A primeira se direciona ao próprio legislador ou ao executivo na hora de editar leis, medidas provisórias e decretos, impedindo que o façam de forma abusiva, agindo de forma discriminatória sem que o seu conteúdo vise uma igualdade de fato. Já a segunda via se direciona ao intérprete e à autoridade pública, que ao aplicar certo ato normativo não o faça apenas para um grupo em razão de sexo, religião ou classe social, por exemplo. Em suma, esse princípio visa “uma igualdade de aptidão, uma igualdade de possibilidades virtuais, ou seja, todos os cidadãos têm direito de tratamento idêntico pela lei, em consonância com os critérios albergados pelo ordenamento jurídico” (MORAES, 2009, p. 36).
Como já ponderado acima, as lutas de ampliação de direitos das mulheres nas relações laborais foram bastantes significativas e percebe-se uma mudança expressiva quando comparada com as condições dispostas há cinquenta anos. No entanto, essa identidade ainda está em transformação. No modelo de família tradicional patriarcal[4], ainda muito presente nos dias de hoje, a mulher permanece ligada a tarefas domésticas, ao cuidado do lar, ao passo em que o homem segue com o papel de provedor material. Cabia (ou ainda cabe) a ela prezar pela educação dos filhos e pela organização da casa.
Por essa posição imputada a mulher, a qual se deve privilegiar as demandas domésticas e familiares, que o Direito do Trabalho brasileiro, ao “proteger” as mulheres dispondo, inclusive, um capítulo próprio na CLT sobre isso (Capítulo III - “Da proteção do Trabalho da Mulher”, pode acabar, na verdade, assegurando a manutenção da ordem social vigente.

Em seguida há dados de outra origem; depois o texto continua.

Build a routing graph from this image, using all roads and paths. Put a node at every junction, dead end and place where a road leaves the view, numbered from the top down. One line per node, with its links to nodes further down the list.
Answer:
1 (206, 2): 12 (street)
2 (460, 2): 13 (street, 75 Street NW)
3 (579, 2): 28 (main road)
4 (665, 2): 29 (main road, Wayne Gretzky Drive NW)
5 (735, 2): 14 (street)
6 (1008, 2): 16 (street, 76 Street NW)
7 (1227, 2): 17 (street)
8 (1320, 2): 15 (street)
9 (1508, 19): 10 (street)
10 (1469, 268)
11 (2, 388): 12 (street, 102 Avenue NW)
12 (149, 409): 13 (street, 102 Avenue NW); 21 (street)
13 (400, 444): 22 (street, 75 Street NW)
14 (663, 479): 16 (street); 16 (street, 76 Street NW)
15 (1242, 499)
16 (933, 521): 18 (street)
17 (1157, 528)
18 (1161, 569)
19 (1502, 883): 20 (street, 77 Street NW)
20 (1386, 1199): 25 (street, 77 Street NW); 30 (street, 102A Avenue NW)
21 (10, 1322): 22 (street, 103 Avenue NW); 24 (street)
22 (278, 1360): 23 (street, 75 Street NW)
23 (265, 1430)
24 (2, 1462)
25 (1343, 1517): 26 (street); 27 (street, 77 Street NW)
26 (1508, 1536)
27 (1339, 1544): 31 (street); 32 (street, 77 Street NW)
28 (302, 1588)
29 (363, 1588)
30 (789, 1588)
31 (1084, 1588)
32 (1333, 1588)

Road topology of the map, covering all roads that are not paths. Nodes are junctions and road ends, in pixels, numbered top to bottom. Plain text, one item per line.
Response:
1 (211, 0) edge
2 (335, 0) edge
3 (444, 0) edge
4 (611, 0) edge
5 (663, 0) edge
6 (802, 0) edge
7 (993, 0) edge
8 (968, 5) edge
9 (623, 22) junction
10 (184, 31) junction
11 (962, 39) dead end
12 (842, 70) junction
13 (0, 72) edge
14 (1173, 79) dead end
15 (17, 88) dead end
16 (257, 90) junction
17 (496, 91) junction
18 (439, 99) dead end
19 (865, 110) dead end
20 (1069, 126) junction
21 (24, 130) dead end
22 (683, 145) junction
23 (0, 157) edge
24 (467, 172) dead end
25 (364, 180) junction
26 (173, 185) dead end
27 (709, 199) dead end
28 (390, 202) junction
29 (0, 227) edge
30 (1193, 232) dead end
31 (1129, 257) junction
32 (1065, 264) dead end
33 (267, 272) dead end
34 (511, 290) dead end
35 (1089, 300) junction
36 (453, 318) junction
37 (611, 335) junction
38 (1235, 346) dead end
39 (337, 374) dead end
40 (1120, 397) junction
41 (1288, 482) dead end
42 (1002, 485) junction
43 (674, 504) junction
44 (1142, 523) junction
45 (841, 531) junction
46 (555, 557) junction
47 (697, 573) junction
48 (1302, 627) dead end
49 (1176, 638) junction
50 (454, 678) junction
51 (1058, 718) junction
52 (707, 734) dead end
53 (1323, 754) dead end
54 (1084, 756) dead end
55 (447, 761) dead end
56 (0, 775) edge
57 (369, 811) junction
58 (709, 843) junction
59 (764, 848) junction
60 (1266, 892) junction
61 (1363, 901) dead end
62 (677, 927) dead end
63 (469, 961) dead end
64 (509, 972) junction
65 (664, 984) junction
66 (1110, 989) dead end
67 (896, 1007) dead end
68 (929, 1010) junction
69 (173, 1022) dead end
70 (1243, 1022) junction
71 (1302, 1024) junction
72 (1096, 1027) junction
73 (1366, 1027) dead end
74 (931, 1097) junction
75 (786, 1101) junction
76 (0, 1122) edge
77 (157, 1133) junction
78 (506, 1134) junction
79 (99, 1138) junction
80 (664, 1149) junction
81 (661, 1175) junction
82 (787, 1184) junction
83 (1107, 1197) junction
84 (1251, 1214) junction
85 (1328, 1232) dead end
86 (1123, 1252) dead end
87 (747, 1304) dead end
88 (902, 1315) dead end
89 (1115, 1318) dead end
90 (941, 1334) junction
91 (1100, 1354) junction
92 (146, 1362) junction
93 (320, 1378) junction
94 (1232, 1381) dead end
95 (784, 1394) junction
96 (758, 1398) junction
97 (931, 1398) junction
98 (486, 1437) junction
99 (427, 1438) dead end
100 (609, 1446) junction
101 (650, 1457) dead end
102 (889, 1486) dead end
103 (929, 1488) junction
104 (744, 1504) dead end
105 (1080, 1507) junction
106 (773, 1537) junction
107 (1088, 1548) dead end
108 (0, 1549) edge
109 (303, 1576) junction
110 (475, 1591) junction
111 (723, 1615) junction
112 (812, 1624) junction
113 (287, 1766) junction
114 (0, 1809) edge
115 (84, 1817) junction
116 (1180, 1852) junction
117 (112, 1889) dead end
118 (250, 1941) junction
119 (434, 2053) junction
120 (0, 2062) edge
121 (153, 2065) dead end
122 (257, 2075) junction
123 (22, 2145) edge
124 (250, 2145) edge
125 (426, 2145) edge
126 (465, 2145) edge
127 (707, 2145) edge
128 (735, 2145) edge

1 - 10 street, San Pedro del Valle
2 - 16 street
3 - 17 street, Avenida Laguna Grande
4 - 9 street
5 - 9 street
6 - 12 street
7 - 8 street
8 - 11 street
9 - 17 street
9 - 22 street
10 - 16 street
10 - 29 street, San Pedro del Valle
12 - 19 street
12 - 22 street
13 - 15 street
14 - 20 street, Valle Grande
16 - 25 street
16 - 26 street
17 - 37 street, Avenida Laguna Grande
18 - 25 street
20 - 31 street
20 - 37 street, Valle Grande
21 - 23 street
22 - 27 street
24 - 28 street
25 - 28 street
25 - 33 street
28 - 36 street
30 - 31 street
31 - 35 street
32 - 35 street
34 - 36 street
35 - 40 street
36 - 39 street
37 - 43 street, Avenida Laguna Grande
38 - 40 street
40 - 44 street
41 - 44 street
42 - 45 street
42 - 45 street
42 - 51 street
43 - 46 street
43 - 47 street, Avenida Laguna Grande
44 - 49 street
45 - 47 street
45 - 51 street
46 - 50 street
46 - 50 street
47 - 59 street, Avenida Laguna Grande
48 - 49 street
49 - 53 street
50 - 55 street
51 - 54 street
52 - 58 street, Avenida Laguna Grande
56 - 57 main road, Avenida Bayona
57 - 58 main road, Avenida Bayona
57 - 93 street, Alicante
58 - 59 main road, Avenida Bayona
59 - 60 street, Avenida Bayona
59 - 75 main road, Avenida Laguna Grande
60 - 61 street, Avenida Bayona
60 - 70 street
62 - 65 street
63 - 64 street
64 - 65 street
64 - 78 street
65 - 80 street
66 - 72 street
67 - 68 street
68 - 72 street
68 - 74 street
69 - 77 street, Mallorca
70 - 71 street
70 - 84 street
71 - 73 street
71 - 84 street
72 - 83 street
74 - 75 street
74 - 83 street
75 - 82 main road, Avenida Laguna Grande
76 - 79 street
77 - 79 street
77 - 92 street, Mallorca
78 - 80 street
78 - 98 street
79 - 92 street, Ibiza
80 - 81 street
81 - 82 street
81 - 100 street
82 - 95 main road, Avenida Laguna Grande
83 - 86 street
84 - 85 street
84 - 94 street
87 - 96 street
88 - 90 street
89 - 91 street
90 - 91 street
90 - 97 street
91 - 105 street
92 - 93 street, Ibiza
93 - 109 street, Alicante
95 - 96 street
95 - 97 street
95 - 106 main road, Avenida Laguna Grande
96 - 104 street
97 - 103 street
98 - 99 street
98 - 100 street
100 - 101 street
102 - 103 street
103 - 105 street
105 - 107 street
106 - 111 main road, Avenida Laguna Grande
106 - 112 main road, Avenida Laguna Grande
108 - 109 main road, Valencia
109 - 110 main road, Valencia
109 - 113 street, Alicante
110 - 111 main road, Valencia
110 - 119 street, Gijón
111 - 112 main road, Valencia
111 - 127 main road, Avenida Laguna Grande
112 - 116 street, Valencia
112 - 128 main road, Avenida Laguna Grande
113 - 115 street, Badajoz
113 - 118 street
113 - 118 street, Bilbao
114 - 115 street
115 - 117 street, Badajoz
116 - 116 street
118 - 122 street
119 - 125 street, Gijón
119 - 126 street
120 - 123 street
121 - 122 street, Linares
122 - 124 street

Dessa maneira, o princípio da isonomia torna-se um desafio para ser aplicado no contexto do gênero, pois ainda que se reconheça que ele suporta tratamentos diferenciados para consecução de uma igualdade de fato entre sujeitos distintos, o seu levante recorrente para justificar normas diferenciada às mulheres no âmbito trabalhista pode e, na verdade já ocorre, a banalização desse preceito nessa seara e o afastamento delas no mercado de trabalho.
Portanto, a observância desse princípio deve passar, necessariamente, pelo debate das justificativas que levaram à edição de normas diferenciadas ao labor da mulher. De acordo com a procuradora do trabalho Cristiane Maria Sbalqueiro Lopes (2006), os argumentos que sustentam essa distinção no tratamento possuem raízes na históricas (ou econômicas), morais, biológicas e utilitaristas, conforme se verá a seguir.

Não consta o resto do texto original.